Lithium-ion batteries are pivotal for modern energy storage, yet accurately predicting their lifespan remains a critical challenge. While descriptors like coulombic efficiency are widely used to assess battery longevity, the unclear physical origins of coulombic losses cause semi-quantitative correlation with capacity, complicating battery development. Here, we combine high-precision leakage current and open-circuit-voltage measurements with charge conservation principles to explore microscopic charge consumptions at electrode-electrolyte interfaces across diverse chemistries. We demonstrate that coulombic loss arises from a synergy between local charge neutrality and global charge compensation, reconciling its quantitative correlation to capacity. Contrary to conventional assumptions equating coulombic loss with irreversible capacity loss, this framework resolves systematic overestimations and paradoxical phenomena in existing chemistries.
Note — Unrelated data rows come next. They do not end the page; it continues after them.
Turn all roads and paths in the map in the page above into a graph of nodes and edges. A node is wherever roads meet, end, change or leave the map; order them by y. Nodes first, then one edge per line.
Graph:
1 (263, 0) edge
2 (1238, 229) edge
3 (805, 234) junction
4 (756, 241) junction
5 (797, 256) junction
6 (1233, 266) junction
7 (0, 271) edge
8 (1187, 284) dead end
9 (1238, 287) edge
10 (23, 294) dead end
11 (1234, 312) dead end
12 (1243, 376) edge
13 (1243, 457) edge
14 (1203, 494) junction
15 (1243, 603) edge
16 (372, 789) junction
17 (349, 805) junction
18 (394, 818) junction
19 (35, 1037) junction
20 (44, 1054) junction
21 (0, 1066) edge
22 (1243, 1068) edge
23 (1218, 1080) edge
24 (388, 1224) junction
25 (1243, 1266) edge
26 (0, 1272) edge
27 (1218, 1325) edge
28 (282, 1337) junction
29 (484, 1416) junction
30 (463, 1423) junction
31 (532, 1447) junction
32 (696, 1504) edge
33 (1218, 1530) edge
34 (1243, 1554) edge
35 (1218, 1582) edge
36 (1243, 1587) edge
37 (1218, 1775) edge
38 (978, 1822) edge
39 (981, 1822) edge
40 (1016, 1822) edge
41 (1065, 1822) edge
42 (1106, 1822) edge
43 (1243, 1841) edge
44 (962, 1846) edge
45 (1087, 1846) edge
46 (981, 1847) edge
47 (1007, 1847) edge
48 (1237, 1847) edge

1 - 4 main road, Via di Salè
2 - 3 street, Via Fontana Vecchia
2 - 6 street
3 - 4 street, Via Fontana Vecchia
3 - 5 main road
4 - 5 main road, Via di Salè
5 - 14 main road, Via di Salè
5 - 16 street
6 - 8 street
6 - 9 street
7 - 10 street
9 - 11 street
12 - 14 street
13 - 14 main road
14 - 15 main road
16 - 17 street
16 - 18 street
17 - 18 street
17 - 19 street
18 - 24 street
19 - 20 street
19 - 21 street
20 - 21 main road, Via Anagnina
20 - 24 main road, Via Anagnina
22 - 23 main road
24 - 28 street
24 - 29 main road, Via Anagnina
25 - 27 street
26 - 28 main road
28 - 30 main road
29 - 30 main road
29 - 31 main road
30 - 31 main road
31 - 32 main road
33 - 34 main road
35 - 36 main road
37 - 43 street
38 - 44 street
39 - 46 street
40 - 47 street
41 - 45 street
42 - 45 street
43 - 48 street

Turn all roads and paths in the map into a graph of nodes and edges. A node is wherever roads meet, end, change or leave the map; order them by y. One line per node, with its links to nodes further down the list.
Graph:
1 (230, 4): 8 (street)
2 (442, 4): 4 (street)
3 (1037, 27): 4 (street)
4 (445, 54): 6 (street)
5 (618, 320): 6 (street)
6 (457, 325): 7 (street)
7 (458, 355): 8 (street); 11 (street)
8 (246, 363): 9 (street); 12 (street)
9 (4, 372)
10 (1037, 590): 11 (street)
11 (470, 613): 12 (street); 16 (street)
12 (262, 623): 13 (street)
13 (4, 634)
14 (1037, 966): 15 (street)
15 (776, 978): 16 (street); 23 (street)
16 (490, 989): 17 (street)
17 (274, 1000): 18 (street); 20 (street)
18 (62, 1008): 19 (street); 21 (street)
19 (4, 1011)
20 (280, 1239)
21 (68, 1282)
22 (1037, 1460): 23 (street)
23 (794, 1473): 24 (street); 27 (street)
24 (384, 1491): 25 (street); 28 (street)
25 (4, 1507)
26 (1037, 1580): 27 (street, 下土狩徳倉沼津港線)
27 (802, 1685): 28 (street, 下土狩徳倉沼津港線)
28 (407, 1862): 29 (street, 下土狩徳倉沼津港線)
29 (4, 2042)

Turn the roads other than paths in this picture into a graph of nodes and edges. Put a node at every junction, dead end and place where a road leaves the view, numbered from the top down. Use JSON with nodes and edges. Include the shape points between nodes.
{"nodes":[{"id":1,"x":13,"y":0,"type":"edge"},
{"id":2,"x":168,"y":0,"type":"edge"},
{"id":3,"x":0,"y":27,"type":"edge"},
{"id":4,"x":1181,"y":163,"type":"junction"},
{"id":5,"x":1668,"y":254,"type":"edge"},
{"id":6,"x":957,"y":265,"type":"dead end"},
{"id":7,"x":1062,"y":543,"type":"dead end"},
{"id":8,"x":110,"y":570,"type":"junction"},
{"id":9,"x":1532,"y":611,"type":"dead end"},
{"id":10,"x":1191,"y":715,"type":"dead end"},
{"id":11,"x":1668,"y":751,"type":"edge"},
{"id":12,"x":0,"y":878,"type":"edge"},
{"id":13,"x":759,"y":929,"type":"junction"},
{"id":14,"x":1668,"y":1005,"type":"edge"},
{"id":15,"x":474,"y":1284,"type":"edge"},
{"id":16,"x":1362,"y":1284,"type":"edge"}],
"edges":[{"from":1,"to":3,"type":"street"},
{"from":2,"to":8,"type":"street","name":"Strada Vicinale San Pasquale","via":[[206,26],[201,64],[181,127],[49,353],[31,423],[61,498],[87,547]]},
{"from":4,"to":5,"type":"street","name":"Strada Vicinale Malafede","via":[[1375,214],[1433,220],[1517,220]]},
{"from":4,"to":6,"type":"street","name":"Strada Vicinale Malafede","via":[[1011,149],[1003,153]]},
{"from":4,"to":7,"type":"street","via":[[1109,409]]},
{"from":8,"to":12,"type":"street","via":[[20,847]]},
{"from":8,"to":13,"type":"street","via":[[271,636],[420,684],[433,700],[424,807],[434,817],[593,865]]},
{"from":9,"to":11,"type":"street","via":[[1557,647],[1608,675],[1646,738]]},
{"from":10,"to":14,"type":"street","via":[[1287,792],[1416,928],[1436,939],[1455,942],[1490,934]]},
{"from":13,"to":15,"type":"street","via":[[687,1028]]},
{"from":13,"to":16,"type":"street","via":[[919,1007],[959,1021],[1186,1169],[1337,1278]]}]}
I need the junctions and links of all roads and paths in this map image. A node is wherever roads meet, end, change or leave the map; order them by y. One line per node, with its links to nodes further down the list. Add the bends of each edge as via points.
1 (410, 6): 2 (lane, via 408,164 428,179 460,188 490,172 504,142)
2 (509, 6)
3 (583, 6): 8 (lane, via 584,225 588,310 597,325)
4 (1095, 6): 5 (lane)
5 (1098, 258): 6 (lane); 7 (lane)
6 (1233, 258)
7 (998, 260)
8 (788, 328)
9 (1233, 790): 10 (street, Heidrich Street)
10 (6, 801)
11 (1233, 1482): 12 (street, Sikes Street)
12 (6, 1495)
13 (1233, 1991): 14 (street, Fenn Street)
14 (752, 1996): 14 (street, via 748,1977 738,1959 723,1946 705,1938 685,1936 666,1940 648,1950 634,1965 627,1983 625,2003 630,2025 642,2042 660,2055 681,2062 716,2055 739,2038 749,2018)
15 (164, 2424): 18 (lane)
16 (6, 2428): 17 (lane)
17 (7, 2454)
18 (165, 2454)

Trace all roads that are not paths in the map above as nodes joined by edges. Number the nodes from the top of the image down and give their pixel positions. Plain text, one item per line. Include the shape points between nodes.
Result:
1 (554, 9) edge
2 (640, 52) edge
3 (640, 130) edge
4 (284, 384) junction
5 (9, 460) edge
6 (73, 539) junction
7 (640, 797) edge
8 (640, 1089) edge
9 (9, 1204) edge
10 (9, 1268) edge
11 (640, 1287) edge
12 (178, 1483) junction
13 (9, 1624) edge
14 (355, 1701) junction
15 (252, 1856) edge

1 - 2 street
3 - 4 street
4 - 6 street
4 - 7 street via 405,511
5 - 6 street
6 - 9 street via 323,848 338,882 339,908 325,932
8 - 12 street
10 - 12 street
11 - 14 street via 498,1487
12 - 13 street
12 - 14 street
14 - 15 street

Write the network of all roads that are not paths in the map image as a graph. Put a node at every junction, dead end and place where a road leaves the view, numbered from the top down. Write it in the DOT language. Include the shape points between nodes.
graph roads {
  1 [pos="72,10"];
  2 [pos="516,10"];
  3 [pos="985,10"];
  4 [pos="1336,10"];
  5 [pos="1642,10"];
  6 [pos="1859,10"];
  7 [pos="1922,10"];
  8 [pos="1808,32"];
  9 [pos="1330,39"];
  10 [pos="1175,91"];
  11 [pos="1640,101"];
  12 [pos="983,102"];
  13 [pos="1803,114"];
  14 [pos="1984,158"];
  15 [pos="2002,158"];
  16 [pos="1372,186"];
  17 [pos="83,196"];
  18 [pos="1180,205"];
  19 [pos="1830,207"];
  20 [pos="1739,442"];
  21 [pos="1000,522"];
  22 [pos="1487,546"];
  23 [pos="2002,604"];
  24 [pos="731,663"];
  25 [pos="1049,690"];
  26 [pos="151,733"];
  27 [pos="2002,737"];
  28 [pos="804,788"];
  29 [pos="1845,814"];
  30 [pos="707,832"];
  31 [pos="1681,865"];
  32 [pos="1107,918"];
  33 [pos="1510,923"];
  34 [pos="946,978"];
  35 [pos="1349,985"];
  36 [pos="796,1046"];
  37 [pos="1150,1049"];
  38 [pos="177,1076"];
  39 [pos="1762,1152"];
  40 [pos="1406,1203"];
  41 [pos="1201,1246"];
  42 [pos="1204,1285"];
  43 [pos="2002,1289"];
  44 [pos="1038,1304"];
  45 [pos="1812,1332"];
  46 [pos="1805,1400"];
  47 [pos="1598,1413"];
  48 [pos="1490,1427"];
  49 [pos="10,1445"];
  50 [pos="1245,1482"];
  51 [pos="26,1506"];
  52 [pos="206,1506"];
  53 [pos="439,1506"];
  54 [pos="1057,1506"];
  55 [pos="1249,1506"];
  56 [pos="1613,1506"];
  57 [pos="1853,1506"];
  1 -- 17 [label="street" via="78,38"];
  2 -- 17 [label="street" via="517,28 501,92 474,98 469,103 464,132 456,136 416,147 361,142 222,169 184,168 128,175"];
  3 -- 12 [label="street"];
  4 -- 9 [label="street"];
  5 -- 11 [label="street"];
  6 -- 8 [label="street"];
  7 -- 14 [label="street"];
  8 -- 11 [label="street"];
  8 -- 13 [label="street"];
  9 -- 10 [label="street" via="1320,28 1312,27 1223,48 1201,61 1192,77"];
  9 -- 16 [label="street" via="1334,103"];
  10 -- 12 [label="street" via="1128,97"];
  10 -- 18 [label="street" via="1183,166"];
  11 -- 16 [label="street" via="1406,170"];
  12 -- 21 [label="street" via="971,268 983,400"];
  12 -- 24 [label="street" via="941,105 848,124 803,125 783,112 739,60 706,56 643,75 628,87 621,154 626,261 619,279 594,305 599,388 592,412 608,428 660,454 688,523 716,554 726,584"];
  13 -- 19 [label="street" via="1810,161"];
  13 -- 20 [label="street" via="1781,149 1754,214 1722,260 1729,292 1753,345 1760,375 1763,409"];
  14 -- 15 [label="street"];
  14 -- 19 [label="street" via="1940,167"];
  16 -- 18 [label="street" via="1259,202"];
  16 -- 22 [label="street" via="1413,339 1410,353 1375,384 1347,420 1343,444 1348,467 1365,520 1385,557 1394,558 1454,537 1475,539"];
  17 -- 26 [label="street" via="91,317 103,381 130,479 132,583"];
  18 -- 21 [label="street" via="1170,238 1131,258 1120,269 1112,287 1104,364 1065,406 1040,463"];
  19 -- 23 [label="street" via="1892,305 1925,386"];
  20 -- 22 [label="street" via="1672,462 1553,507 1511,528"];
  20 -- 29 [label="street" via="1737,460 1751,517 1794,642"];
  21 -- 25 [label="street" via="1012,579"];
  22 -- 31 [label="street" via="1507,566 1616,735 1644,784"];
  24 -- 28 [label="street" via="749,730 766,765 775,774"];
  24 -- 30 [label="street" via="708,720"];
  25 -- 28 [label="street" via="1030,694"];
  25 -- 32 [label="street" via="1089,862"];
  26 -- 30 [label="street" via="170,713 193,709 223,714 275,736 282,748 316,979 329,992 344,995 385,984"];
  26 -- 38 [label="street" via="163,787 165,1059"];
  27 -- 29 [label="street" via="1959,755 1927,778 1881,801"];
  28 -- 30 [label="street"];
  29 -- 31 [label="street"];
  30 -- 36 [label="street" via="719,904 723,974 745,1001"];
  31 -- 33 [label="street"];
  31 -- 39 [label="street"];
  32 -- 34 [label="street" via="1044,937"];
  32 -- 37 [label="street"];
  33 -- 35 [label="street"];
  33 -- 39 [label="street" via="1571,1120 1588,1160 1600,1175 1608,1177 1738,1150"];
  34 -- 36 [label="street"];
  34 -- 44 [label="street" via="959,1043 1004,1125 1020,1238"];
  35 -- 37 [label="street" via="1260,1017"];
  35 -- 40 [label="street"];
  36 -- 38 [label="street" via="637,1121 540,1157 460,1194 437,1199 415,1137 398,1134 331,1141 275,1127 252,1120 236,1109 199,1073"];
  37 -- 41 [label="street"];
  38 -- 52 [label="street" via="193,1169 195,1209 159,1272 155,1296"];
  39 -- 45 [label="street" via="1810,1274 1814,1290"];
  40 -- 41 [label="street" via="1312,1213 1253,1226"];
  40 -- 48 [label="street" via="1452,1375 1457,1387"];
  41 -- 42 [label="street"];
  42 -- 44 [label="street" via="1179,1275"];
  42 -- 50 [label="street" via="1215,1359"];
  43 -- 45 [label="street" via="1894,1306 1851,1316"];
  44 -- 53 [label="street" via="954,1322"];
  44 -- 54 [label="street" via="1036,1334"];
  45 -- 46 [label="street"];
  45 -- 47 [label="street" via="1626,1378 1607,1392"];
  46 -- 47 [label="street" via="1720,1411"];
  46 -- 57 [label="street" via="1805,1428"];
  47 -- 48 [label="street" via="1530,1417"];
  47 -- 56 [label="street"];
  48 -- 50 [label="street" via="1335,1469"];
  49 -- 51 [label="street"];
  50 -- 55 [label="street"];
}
Our findings establish physics-informed criteria for accelerated lifespan evaluation and guide rational design of long-life lithium-ion batteries and beyond.

Suggested Citation

  • Jiyu Cai & Steve E. Trask & Zhenzhen Yang & Yingying Xie & Wenquan Lu & Hoai Nguyen & Yuzi Liu & Xiangbo Meng & Gabriel M. Veith & Hao Jia & Wu Xu & Zonghai Chen, 2025. "Deciphering coulombic loss in lithium-ion batteries and beyond," Nature Communications, Nature, vol. 16(1), pages 1-13, December.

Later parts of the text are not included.